------ Given data

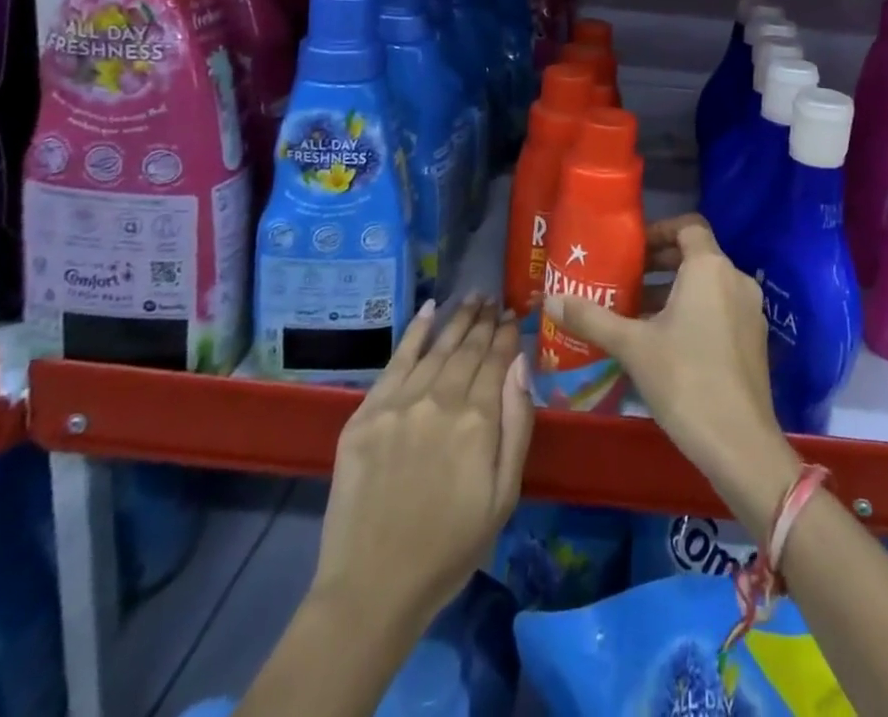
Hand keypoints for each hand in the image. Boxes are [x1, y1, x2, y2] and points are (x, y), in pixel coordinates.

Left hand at [311, 296, 533, 625]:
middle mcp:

------------

## Problem to solve
Please give every line above again word for word, apart from the pictures.

## Answer below
Hand keypoints for each hand in the image. Boxes are [x1, y1, x2, y2] and points are (x, y), in pixel coordinates.

Left hand at [311, 296, 533, 625]:
middle mcp:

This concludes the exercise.